DATASET RECORDS Block Start

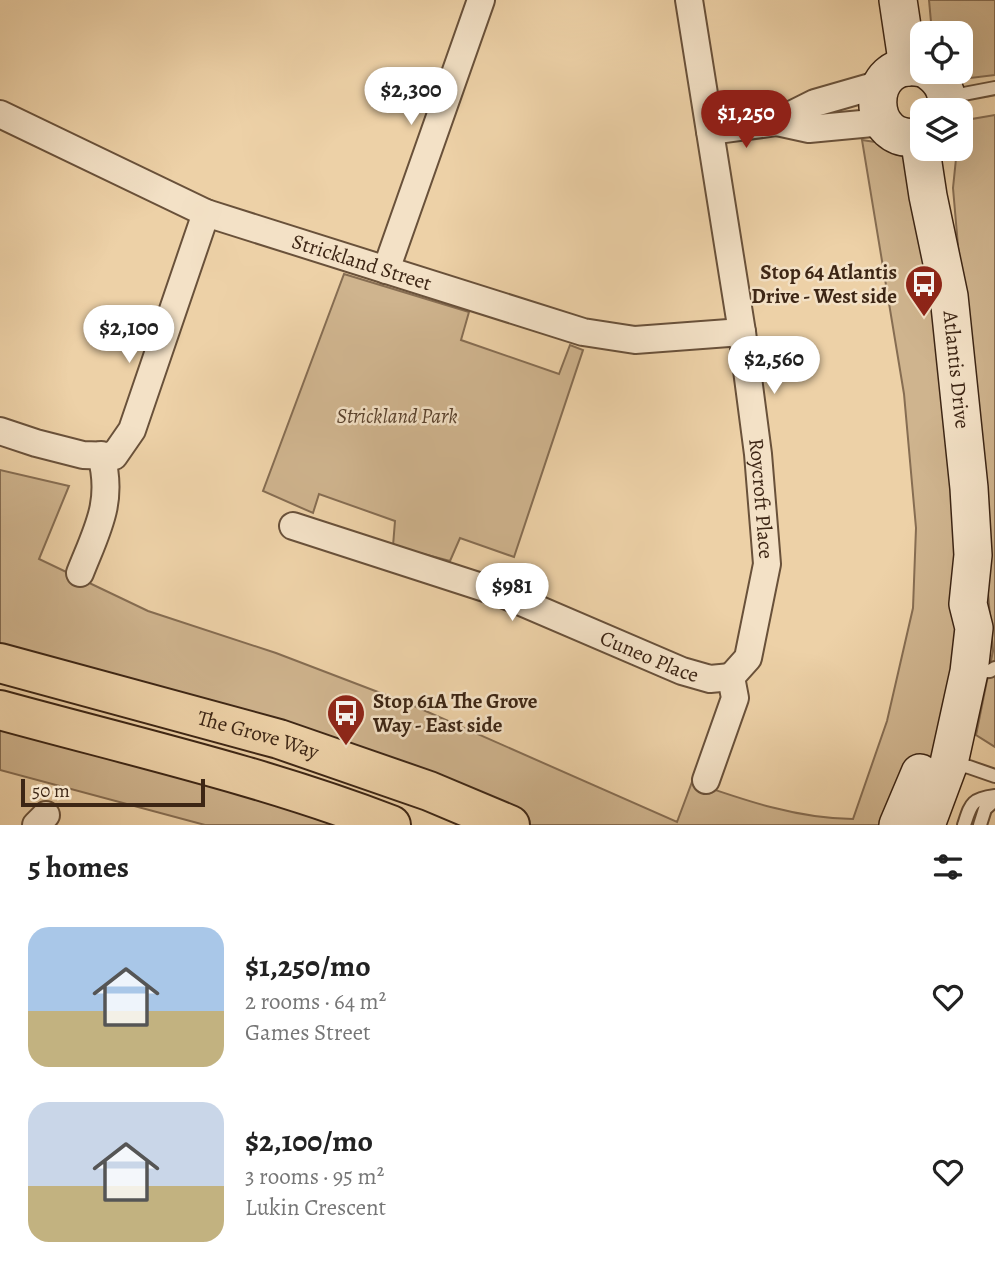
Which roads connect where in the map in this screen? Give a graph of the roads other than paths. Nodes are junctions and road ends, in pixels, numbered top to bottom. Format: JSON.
{"nodes":[{"id":1,"x":481,"y":0,"type":"edge"},
{"id":2,"x":689,"y":0,"type":"edge"},
{"id":3,"x":898,"y":0,"type":"edge"},
{"id":4,"x":910,"y":40,"type":"edge"},
{"id":5,"x":918,"y":84,"type":"edge"},
{"id":6,"x":919,"y":84,"type":"edge"},
{"id":7,"x":937,"y":84,"type":"edge"},
{"id":8,"x":995,"y":88,"type":"edge"},
{"id":9,"x":0,"y":114,"type":"edge"},
{"id":10,"x":777,"y":122,"type":"junction"},
{"id":11,"x":883,"y":122,"type":"junction"},
{"id":12,"x":710,"y":131,"type":"junction"},
{"id":13,"x":910,"y":137,"type":"edge"},
{"id":14,"x":924,"y":161,"type":"edge"},
{"id":15,"x":206,"y":213,"type":"junction"},
{"id":16,"x":386,"y":270,"type":"junction"},
{"id":17,"x":742,"y":332,"type":"junction"},
{"id":18,"x":0,"y":430,"type":"edge"},
{"id":19,"x":101,"y":455,"type":"junction"},
{"id":20,"x":293,"y":526,"type":"dead end"},
{"id":21,"x":80,"y":573,"type":"dead end"},
{"id":22,"x":968,"y":604,"type":"junction"},
{"id":23,"x":0,"y":663,"type":"edge"},
{"id":24,"x":982,"y":670,"type":"edge"},
{"id":25,"x":731,"y":677,"type":"junction"},
{"id":26,"x":0,"y":710,"type":"edge"},
{"id":27,"x":943,"y":762,"type":"junction"},
{"id":28,"x":995,"y":776,"type":"edge"},
{"id":29,"x":706,"y":780,"type":"dead end"},
{"id":30,"x":995,"y":798,"type":"edge"},
{"id":31,"x":391,"y":825,"type":"edge"},
{"id":32,"x":510,"y":825,"type":"edge"},
{"id":33,"x":898,"y":825,"type":"edge"},
{"id":34,"x":926,"y":825,"type":"edge"},
{"id":35,"x":964,"y":825,"type":"edge"},
{"id":36,"x":980,"y":825,"type":"edge"}],
"edges":[{"from":1,"to":16,"type":"street"},
{"from":2,"to":12,"type":"street","name":"Roycroft Place"},
{"from":3,"to":4,"type":"street"},
{"from":5,"to":10,"type":"street"},
{"from":6,"to":11,"type":"street"},
{"from":7,"to":8,"type":"lane"},
{"from":9,"to":15,"type":"street","name":"Strickland Street"},
{"from":10,"to":11,"type":"street"},
{"from":10,"to":12,"type":"street"},
{"from":11,"to":13,"type":"street"},
{"from":12,"to":17,"type":"street","name":"Roycroft Place"},
{"from":14,"to":22,"type":"street","name":"Atlantis Drive"},
{"from":15,"to":16,"type":"street","name":"Strickland Street"},
{"from":15,"to":19,"type":"street"},
{"from":16,"to":17,"type":"street","name":"Strickland Street"},
{"from":17,"to":25,"type":"street","name":"Roycroft Place"},
{"from":18,"to":19,"type":"street"},
{"from":19,"to":21,"type":"street"},
{"from":20,"to":25,"type":"street","name":"Cuneo Place"},
{"from":22,"to":24,"type":"street","name":"Atlantis Drive"},
{"from":22,"to":33,"type":"street","name":"Atlantis Drive"},
{"from":23,"to":32,"type":"main road","name":"The Grove Way"},
{"from":24,"to":27,"type":"street","name":"Atlantis Drive"},
{"from":25,"to":29,"type":"street"},
{"from":26,"to":31,"type":"main road","name":"The Grove Way"},
{"from":27,"to":28,"type":"lane"},
{"from":27,"to":34,"type":"street","name":"Atlantis Drive"},
{"from":30,"to":35,"type":"lane"},
{"from":30,"to":36,"type":"lane"}]}
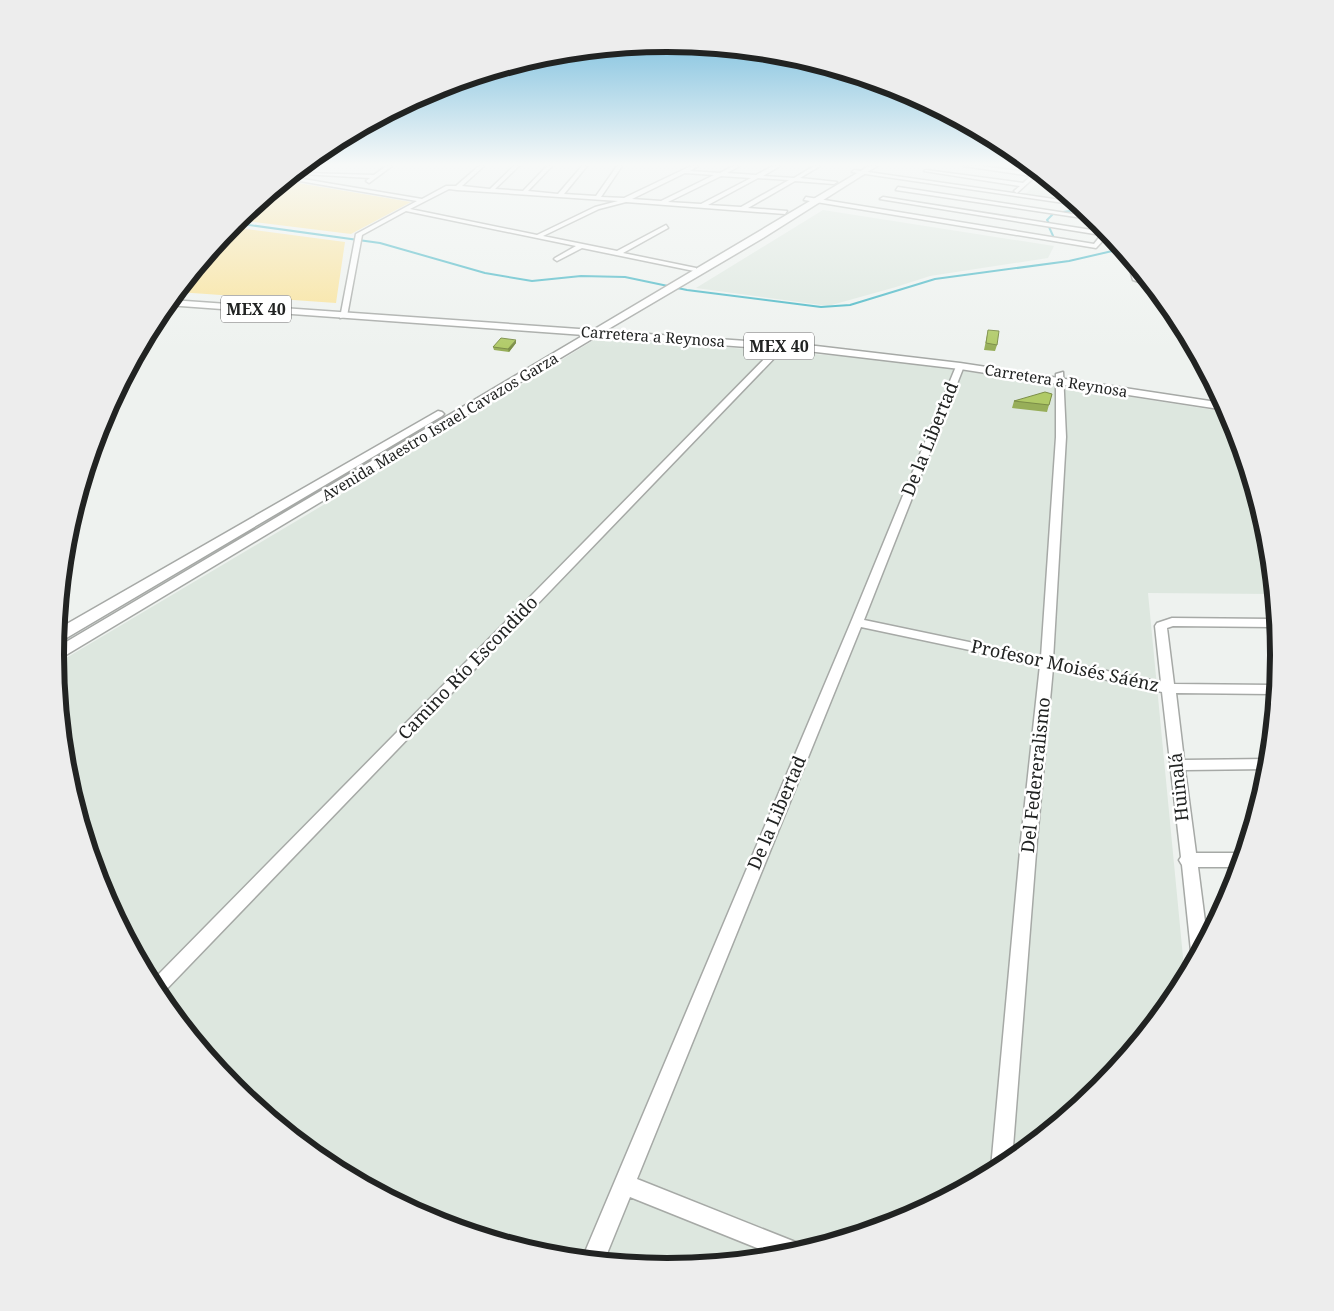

DATASET RECORDS Block End

> EXERCISE PROMPT: Transcribe the full listing above exactly as it stands, minus the pictures.

> ANSWER SPACE:
Which roads connect where in the map in this screen? Give a graph of the roads other than paths. Nodes are junctions and road ends, in pixels, numbered top to bottom. Format: JSON.
{"nodes":[{"id":1,"x":481,"y":0,"type":"edge"},
{"id":2,"x":689,"y":0,"type":"edge"},
{"id":3,"x":898,"y":0,"type":"edge"},
{"id":4,"x":910,"y":40,"type":"edge"},
{"id":5,"x":918,"y":84,"type":"edge"},
{"id":6,"x":919,"y":84,"type":"edge"},
{"id":7,"x":937,"y":84,"type":"edge"},
{"id":8,"x":995,"y":88,"type":"edge"},
{"id":9,"x":0,"y":114,"type":"edge"},
{"id":10,"x":777,"y":122,"type":"junction"},
{"id":11,"x":883,"y":122,"type":"junction"},
{"id":12,"x":710,"y":131,"type":"junction"},
{"id":13,"x":910,"y":137,"type":"edge"},
{"id":14,"x":924,"y":161,"type":"edge"},
{"id":15,"x":206,"y":213,"type":"junction"},
{"id":16,"x":386,"y":270,"type":"junction"},
{"id":17,"x":742,"y":332,"type":"junction"},
{"id":18,"x":0,"y":430,"type":"edge"},
{"id":19,"x":101,"y":455,"type":"junction"},
{"id":20,"x":293,"y":526,"type":"dead end"},
{"id":21,"x":80,"y":573,"type":"dead end"},
{"id":22,"x":968,"y":604,"type":"junction"},
{"id":23,"x":0,"y":663,"type":"edge"},
{"id":24,"x":982,"y":670,"type":"edge"},
{"id":25,"x":731,"y":677,"type":"junction"},
{"id":26,"x":0,"y":710,"type":"edge"},
{"id":27,"x":943,"y":762,"type":"junction"},
{"id":28,"x":995,"y":776,"type":"edge"},
{"id":29,"x":706,"y":780,"type":"dead end"},
{"id":30,"x":995,"y":798,"type":"edge"},
{"id":31,"x":391,"y":825,"type":"edge"},
{"id":32,"x":510,"y":825,"type":"edge"},
{"id":33,"x":898,"y":825,"type":"edge"},
{"id":34,"x":926,"y":825,"type":"edge"},
{"id":35,"x":964,"y":825,"type":"edge"},
{"id":36,"x":980,"y":825,"type":"edge"}],
"edges":[{"from":1,"to":16,"type":"street"},
{"from":2,"to":12,"type":"street","name":"Roycroft Place"},
{"from":3,"to":4,"type":"street"},
{"from":5,"to":10,"type":"street"},
{"from":6,"to":11,"type":"street"},
{"from":7,"to":8,"type":"lane"},
{"from":9,"to":15,"type":"street","name":"Strickland Street"},
{"from":10,"to":11,"type":"street"},
{"from":10,"to":12,"type":"street"},
{"from":11,"to":13,"type":"street"},
{"from":12,"to":17,"type":"street","name":"Roycroft Place"},
{"from":14,"to":22,"type":"street","name":"Atlantis Drive"},
{"from":15,"to":16,"type":"street","name":"Strickland Street"},
{"from":15,"to":19,"type":"street"},
{"from":16,"to":17,"type":"street","name":"Strickland Street"},
{"from":17,"to":25,"type":"street","name":"Roycroft Place"},
{"from":18,"to":19,"type":"street"},
{"from":19,"to":21,"type":"street"},
{"from":20,"to":25,"type":"street","name":"Cuneo Place"},
{"from":22,"to":24,"type":"street","name":"Atlantis Drive"},
{"from":22,"to":33,"type":"street","name":"Atlantis Drive"},
{"from":23,"to":32,"type":"main road","name":"The Grove Way"},
{"from":24,"to":27,"type":"street","name":"Atlantis Drive"},
{"from":25,"to":29,"type":"street"},
{"from":26,"to":31,"type":"main road","name":"The Grove Way"},
{"from":27,"to":28,"type":"lane"},
{"from":27,"to":34,"type":"street","name":"Atlantis Drive"},
{"from":30,"to":35,"type":"lane"},
{"from":30,"to":36,"type":"lane"}]}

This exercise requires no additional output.